Using github actions from a github app #68
Description
Eventually, we want snekomatic to be able to do things like:
- check out a source repository and run
pip-compileto update deps - check out a branch and run auto-formatters
- run
setup.pyand upload the resulting binaries
There are two difficult things about running these kinds of code from inside a github app:
-
You really want to be able to see the logs, ideally through some nice web interface, so you can debug when stuff goes wrong.
-
Our github app basically has admin privileges on the whole organization, so we don't want to be running random code like
setup.pyin there; it's a potential security problem. (Generally our threat model is: we are quick to trust people to commit stuff to our repos, because it's easy to revert if they do something nasty; but we don't want to let people escalate that to get longer-term privileges or avoid logging/auditing.) Sosetup.pyat least needs some kind of sandboxing.
We could try to implement this stuff ourselves, but I'm thinking: what if we let Github Actions do the work for us? They've already solved both of these problems.
I considered a bunch of different strategies, and I think the one that makes the most sense is:
We write a script in this repository that knows how to do the various actions we need ("clone repo and run pip-compile", "run setup.py", etc.)
We add an action.yml and Dockerfile to this repository, that will let our script run as a github action
We add a .github/workflows/blah.yml file to configure that script to run in response to a repository_dispatch event. In particular, something like:
on: [repository_dispatch]
jobs:
unprivileged:
runs-on: ubuntu-latest
name: "unprivileged-${{ github.event.client_payload.id }}"
steps:
- uses: python-trio/snekomatic@master
- uses: action/upload-artifact@v1
with:
name: artifacts
path: artifacts/
privileged:
runs-on: ubuntu-latest
name: "privileged-${{ github.event.client_payload.id }}"
needs: unprivileged
steps:
- uses: action/download-artifact@v1
with:
name: artifacts
- uses: python-trio/snekomatic@master
with:
github_token: ${{ secrets.GITHUB_TOKEN }}
pypi_token: ${{ secrets.PYPI_TOKEN }}There's a lot going on here. Here's how it would work:
When the snekomatic heroku app wants to run one of these operations, it uses the github api to send a repository_dispatch event to the python-trio/snekomatic repo. This event can contain an arbitrary JSON payload, which we use to encode info about what operation we want to run. E.g.:
{
"operation": "pre-merge-formatting",
"id": "FEMHkBB9cXrw1g",
"repo": "python-trio/trio",
"pr": 1234
}The Github actions machinery sees this event, and spawns a copy of our "workflow". This workflow has two "jobs", which are run sequentially (because of the needs: key on the second job).

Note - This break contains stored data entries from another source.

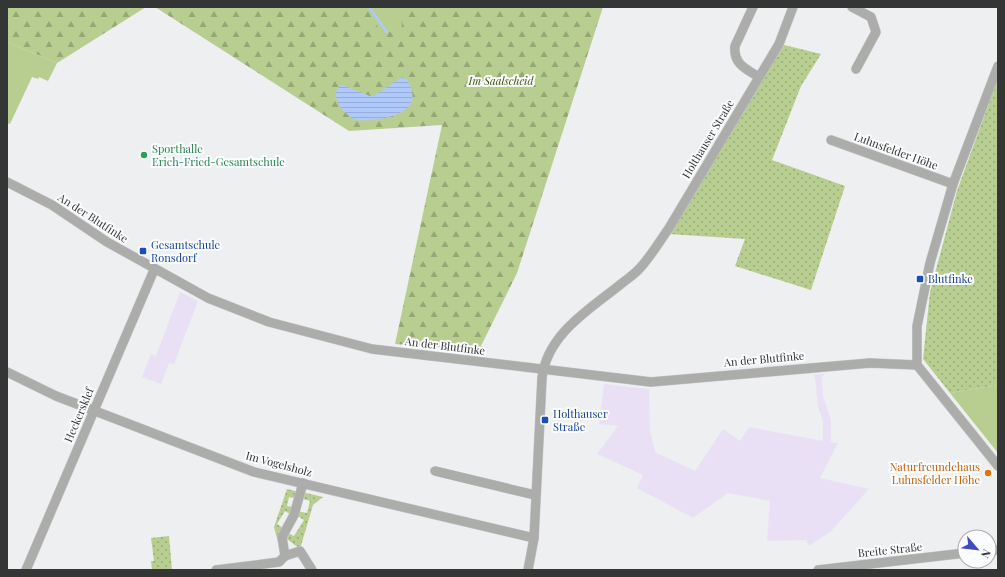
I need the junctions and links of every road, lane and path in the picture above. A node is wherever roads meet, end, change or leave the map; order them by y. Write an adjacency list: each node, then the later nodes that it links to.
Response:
1 (754, 7): 6 (street)
2 (793, 7): 6 (street, Holthauser Straße)
3 (852, 7): 5 (street)
4 (998, 66): 9 (street)
5 (856, 69)
6 (759, 77): 12 (street, Holthauser Straße)
7 (831, 140): 9 (street, Luhnsfelder Höhe)
8 (7, 182): 10 (street, An der Blutfinke)
9 (953, 184): 11 (street)
10 (154, 270): 12 (street, An der Blutfinke); 14 (street, Heckersklef)
11 (917, 365): 12 (street, An der Blutfinke); 15 (street)
12 (543, 369): 18 (street, Holthauser Straße)
13 (8, 377): 14 (street, Im Vogelsholz)
14 (94, 410): 17 (street, Im Vogelsholz); 23 (street, Heckersklef)
15 (998, 466)
16 (435, 471): 18 (street)
17 (303, 483): 19 (street, Im Vogelsholz); 21 (street)
18 (535, 495): 19 (street, Holthauser Straße)
19 (534, 538): 26 (street, Holthauser Straße)
20 (957, 554): 27 (street, Breite Straße)
21 (285, 556): 22 (street); 25 (street)
22 (234, 569): 24 (street)
23 (26, 570)
24 (216, 570)
25 (312, 570)
26 (528, 570)
27 (818, 570)

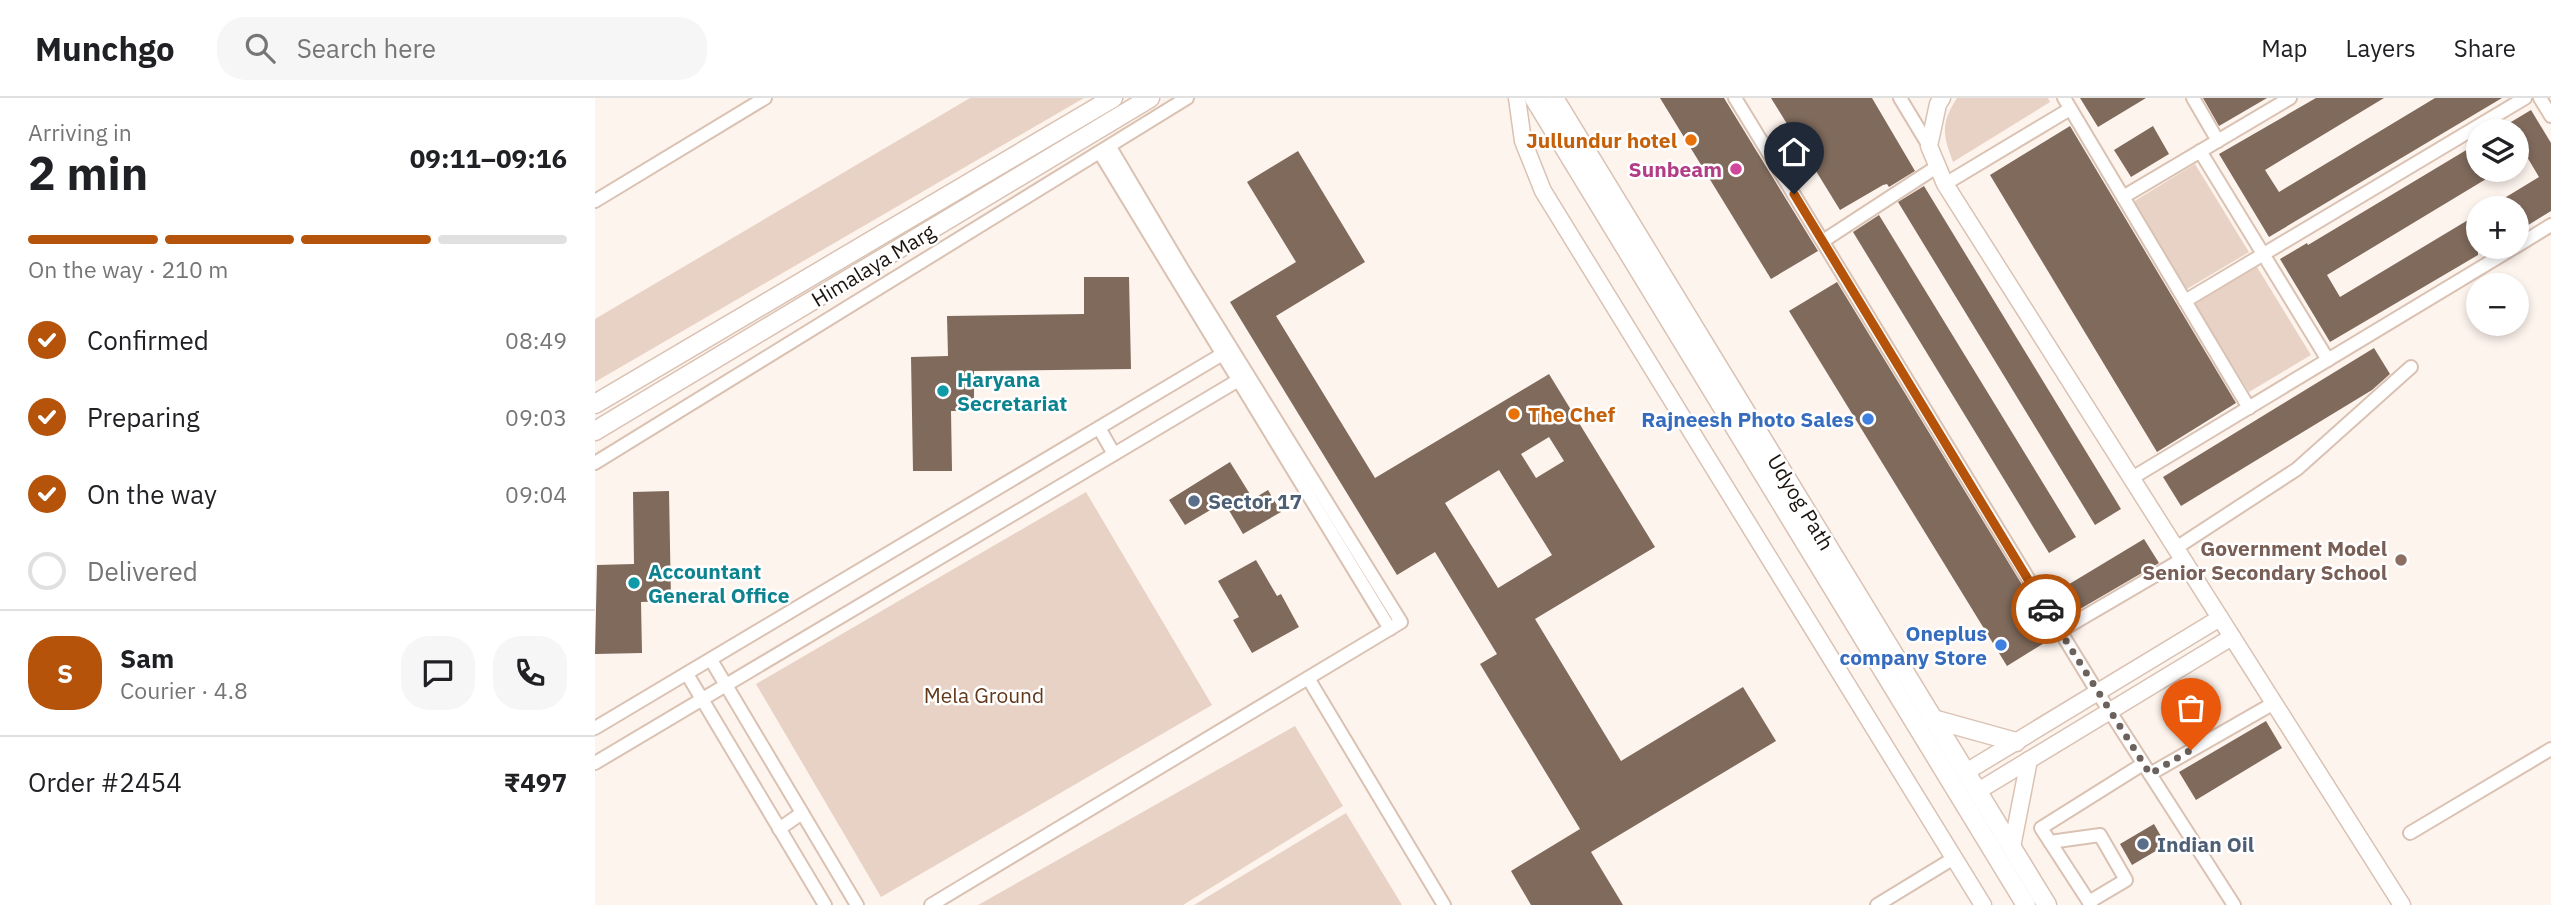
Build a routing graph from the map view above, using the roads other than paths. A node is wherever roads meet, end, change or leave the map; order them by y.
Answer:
1 (765, 98) edge
2 (1113, 98) edge
3 (1150, 98) edge
4 (1187, 98) edge
5 (1517, 98) edge
6 (1534, 98) edge
7 (1554, 98) edge
8 (1735, 98) edge
9 (1900, 98) edge
10 (1942, 98) edge
11 (2193, 98) edge
12 (2290, 98) edge
13 (2525, 98) edge
14 (2540, 98) edge
15 (2067, 103) edge
16 (2551, 116) edge
17 (2218, 141) junction
18 (1929, 146) junction
19 (1105, 150) junction
20 (2200, 152) junction
21 (1938, 166) junction
22 (1945, 184) junction
23 (2123, 197) junction
24 (595, 201) edge
25 (2551, 225) edge
26 (2529, 238) edge
27 (1823, 242) junction
28 (2263, 255) junction
29 (2494, 259) edge
30 (2185, 301) junction
31 (1227, 352) junction
32 (2327, 360) junction
33 (2411, 367) dead end
34 (1243, 377) junction
35 (595, 404) edge
36 (2249, 408) junction
37 (1100, 428) junction
38 (595, 431) edge
39 (1114, 454) junction
40 (595, 463) edge
41 (2132, 478) junction
42 (2179, 553) junction
43 (2220, 618) junction
44 (2060, 631) junction
45 (2232, 637) junction
46 (711, 660) junction
47 (687, 674) junction
48 (1308, 678) junction
49 (726, 685) junction
50 (2098, 693) junction
51 (702, 700) junction
52 (2274, 703) junction
53 (2109, 711) junction
54 (1933, 719) junction
55 (595, 728) edge
56 (2016, 742) junction
57 (2551, 749) edge
58 (2029, 761) junction
59 (595, 763) edge
60 (2147, 769) junction
61 (1966, 772) junction
62 (1978, 791) junction
63 (802, 813) junction
64 (779, 829) junction
65 (2410, 833) dead end
66 (2050, 842) junction
67 (2011, 847) junction
68 (1954, 858) junction
69 (2090, 904) edge
70 (825, 905) edge
71 (857, 905) edge
72 (931, 905) edge
73 (1444, 905) edge
74 (1877, 905) edge
75 (1983, 905) edge
76 (2026, 905) edge
77 (2047, 905) edge
78 (2234, 905) edge
79 (2402, 905) edge

1 - 24 street
2 - 35 main road, Himalaya Marg
3 - 38 main road, Himalaya Marg
4 - 19 street
5 - 68 street
6 - 76 main road, Udyog Path
7 - 54 main road, Udyog Path
8 - 27 street
9 - 18 street
10 - 18 street
11 - 17 street
12 - 17 street
13 - 28 street
14 - 16 street
15 - 22 street
15 - 23 street
17 - 20 street
18 - 21 street
19 - 31 street
19 - 40 street
20 - 23 street
20 - 28 street
21 - 22 street
21 - 27 street
22 - 41 street
23 - 30 street
25 - 26 street
27 - 44 street
28 - 30 street
28 - 32 street
29 - 32 street
30 - 36 street
31 - 34 street
31 - 37 street
32 - 36 street
33 - 42 street
34 - 39 street
34 - 48 street
36 - 41 street
37 - 39 street
37 - 46 street
39 - 49 street
41 - 42 street
42 - 43 street
42 - 44 street
43 - 45 street
43 - 50 street
44 - 50 street
45 - 52 street
45 - 53 street
46 - 47 street
46 - 49 street
47 - 51 street
47 - 55 street
48 - 72 street
48 - 73 street
49 - 51 street
49 - 63 street
50 - 53 street
50 - 56 street
51 - 59 street
51 - 64 street
52 - 60 street
52 - 79 street
53 - 58 street
53 - 60 street
54 - 56 main road
54 - 61 main road, Udyog Path
56 - 61 street
57 - 65 street
58 - 62 street
58 - 67 street
60 - 66 street
60 - 78 street
61 - 62 main road, Udyog Path
62 - 67 main road, Udyog Path
63 - 64 street
63 - 71 street
64 - 70 street
66 - 69 street
66 - 69 street
67 - 77 main road, Udyog Path
68 - 74 street
68 - 75 street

Each job gets its own virtual machine. The first job doesn't get passed any secrets, so it can run arbitrary untrusted code, and github will take care of sandboxing it. The only way it can affect the outside world is by dropping files into the artifacts/ directory, which will be zipped up and passed to the second job. The second job then can take those files, and do whatever it wants with them.
For example, the first job might clone the given repo, check out the given revision, do python setup.py sdist bdist_wheel, then put the resulting sdist and wheel into the artifacts/ directory. The second job can then take the sdist and wheel files, and upload them to PyPI. If someone puts some nasty code in setup.py, it could create an arbitrarily broken sdist/wheel... but that's about all it could do.
The script that runs inside the jobs can see the information about the repository_dispatch event that triggered it. This includes the arbitrary json payload, which it can use to decide what to do. But before it does that, it should first check that the sender field in the event shows it coming from trio-bot. Any app with read-only access to the repo can create a repository_dispatch event, and who knows what kind of shenanigans that could enable, so better to make sure the message really comes from trio-bot up front.
When the jobs start, Github sends out a check_run event to any webhook listeners, and this includes both the "name" of the job, plus a bunch of metadata about the job. By using clever template-y magic, we interpolate the id field from the repository_dispatch payload into the job name. This way, our Github app can listen for the check_run event, and match it up with the repository_dispatch it sent. This way it can do stuff like post back to the original user who triggered the operation "OK, that's started, if you want to watch the progress then click here: [URL]", and if it's running multiple operations at the same time it can keep track of which one is which, and eventually get the exit status to figure out whether it succeeded or failed.
So... yeah. It's kind of elaborate, but I think it all does work, gives solid, easy-to-reason-about security guarantees, and is way easier than building our own sandboxing mechanism.